I have reached a point in my life and outlook where I resist the digital infomining of my life as much as I can and know how to.
Okay, but: you’ve just now prompted me to see what Netflix recommends as Top Picks For Me, and they’re, um, a documentary about a vegan restaurateur, and one of the Jackass movies, along with Bridgerton, plus a flick I didn’t enjoy ten years ago.
The most generous read I can give this is maybe that they’re trying to sucker me into thinking they don’t know me — the better to sell me on other stuff once my guard is down — because, otherwise, what, they’re just taking titles they have no particular reason to figure I’d like, and slapping a ‘For You’ label on them in hopes of getting me to try them when I otherwise wouldn’t? Or they’re honestly trying to appeal to me with these, chosen from among all others, and they genuinely have no idea how to do it?
You say it’s like digital indentured servitude, and wonder if they’re trying to sell us to someone. I say I’m not seeing any evidence that they’ve noticed who I am — in terms of what, specifically, to market to me — and I wonder if they’re selling my info to other entities who can, in turn, get it wrong as often as, oh, say, everyone else who puts irrelevant online ads in front of me.
Take Netflix. They have lots of users who have seen lots of movies and often written reviews and rated them. Netflix has this data and likely owns this data. Obviously they make enough recommendations it could not be done manually.

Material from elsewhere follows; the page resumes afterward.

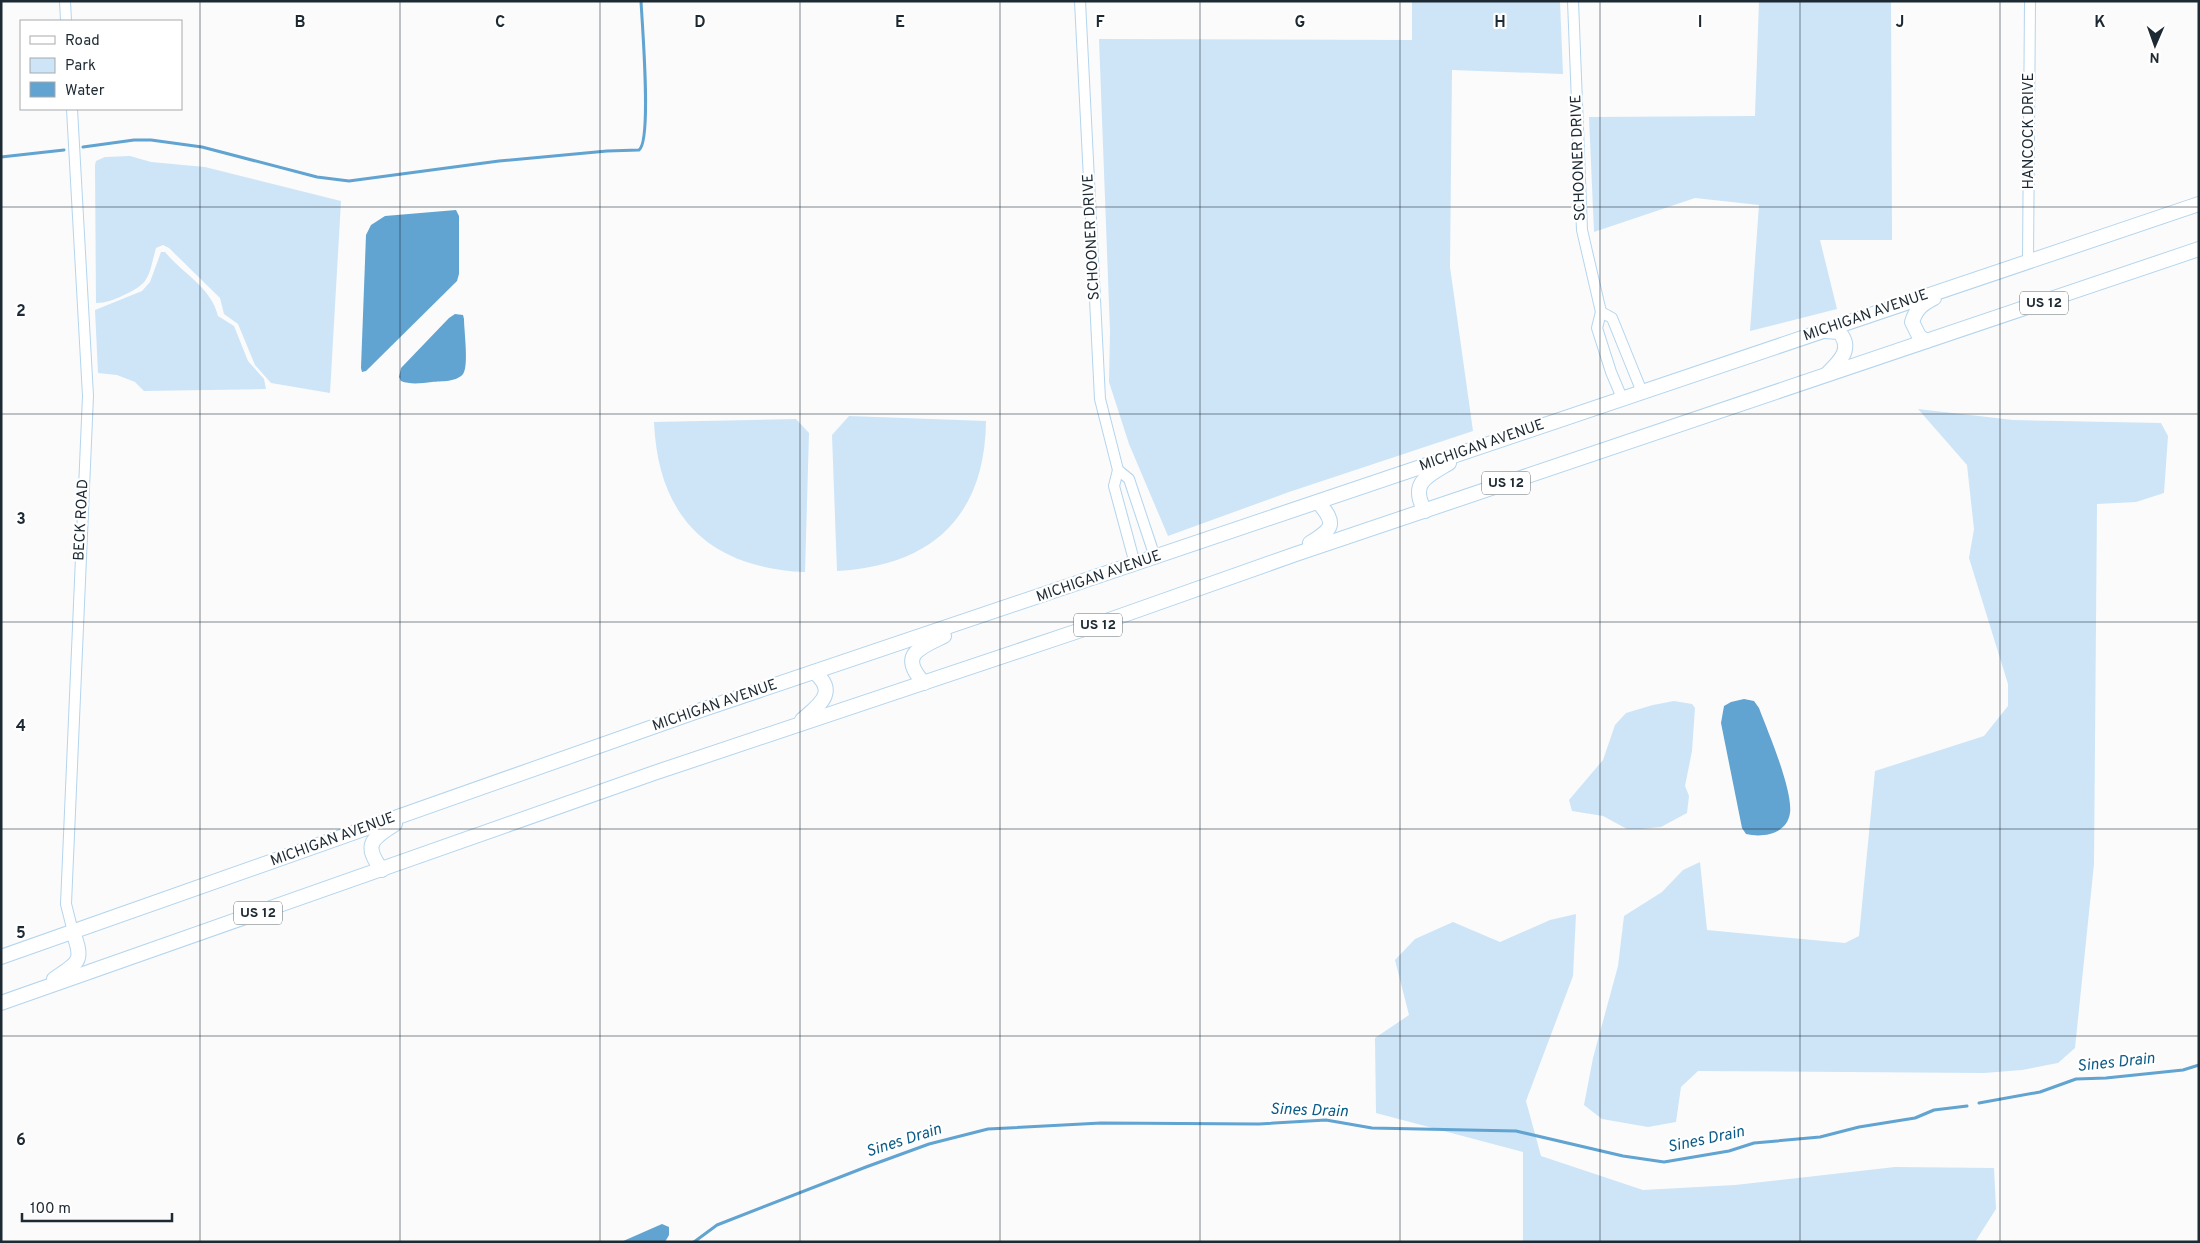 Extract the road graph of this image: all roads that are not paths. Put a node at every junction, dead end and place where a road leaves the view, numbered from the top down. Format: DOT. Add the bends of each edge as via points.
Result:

If you were to take on the task of recommendations, you would see the genres they most preferred, and which items in that genre were highly rated by enough people. That would give you some recommendations which work. You could add preferences for newer or older items, certain topics and formats.

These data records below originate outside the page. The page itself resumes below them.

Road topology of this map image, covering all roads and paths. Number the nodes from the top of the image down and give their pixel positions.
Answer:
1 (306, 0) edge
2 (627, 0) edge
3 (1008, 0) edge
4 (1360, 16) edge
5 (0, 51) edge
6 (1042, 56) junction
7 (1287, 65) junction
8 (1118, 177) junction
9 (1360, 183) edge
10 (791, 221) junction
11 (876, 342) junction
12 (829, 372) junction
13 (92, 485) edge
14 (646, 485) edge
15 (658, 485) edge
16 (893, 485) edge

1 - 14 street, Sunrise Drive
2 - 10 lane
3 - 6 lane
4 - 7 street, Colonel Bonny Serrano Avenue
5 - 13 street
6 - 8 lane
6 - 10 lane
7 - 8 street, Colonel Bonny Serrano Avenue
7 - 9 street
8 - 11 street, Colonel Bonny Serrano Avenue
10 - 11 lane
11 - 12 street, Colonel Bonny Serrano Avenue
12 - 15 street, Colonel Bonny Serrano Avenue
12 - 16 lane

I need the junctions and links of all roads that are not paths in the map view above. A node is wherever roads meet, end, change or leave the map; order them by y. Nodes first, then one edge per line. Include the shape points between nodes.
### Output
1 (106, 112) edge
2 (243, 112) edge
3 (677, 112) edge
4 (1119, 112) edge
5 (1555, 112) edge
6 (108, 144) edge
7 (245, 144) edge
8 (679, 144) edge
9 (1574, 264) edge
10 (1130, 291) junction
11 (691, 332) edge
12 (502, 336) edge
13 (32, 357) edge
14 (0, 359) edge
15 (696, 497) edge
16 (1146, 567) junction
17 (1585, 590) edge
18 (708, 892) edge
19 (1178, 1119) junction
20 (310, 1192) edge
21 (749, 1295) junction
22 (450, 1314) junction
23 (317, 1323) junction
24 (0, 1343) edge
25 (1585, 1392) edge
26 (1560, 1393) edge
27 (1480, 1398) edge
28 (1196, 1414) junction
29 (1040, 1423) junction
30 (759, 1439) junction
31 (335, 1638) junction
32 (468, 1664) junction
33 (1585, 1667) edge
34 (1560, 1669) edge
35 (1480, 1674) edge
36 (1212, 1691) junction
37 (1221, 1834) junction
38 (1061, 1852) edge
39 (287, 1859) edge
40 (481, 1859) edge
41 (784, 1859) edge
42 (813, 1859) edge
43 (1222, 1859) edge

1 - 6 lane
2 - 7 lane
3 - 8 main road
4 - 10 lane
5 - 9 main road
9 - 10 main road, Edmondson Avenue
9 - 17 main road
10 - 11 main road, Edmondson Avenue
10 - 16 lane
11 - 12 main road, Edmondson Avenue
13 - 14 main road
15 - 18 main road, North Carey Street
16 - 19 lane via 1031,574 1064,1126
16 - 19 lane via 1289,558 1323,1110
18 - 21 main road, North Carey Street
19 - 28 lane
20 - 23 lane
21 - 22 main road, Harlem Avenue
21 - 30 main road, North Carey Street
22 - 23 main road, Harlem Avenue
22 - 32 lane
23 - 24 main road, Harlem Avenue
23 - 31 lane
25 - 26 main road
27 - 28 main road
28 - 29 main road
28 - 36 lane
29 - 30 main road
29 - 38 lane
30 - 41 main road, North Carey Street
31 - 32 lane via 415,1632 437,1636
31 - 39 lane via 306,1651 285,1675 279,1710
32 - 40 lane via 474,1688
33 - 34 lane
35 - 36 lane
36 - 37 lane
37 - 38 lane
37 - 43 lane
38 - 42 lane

The next step would be to go deeper. You could see what people who watched certain specific movies liked and rated highly and recommend that. You could give similar scores to every watched movie rated highly enough and the people involved like actors, directors, studio, etc.
The third step would be to integrate what you know about the customer. Before the Internet, I had a used book market research book which described every Canadian community and divided them into about thirty arbitrary categories of people based on age, wealth, status and to a lesser degree things like politics and religion, to come up with labels like “Frugal Family of Faith” or “Urban Conscientious Consumer”. Based on these and other lifestyle variables you could further tailor selections.
The fourth step would be to try to predict moods, what one watched on certain days, political and social trends, etc. At some point, your predictions are mediocre and probably make the selections worse. But this could also be measured.
But they are recommendations. It does not much matter if they are all good, but presumably you can track how often they are used and their ratings and improve them with an iterative approach. Claim success. Let the consumer think this advanced approach yields better suggestions than a simple one. Probably it often does. But why shouldn’t it?
Doing this mathematically means turning reviews into numbers. I presume they give a score to positive and negative words and use that as a good enough approximation. This probably works for moods less well but solidly enough, and certain phrases are probably quite strongly associated with mood.
You just don’t know you want it yet. After you are assimilated, it will be obvious you were mistaken only ordering one item of everything just because it fits your needs.
The problem with data intensive marketing is that it seems to be pretty easy for dishonest people to subvert it.
I’m interested in technology; I read a few technology blogs and watch some technical videos. I get marketing for technology scams.
I’m interested in traditional British cookery. At some point, I think I clicked ‘like’ on a post that was about scones with jam and clotted cream, not realising that post happened to be a piece of bait from some right wing activist page. Now, I am getting ‘recommended for you’ suggestions for nationalist and fascist pages (and for some related reason, conspiracy nuttery and ancient astronauts).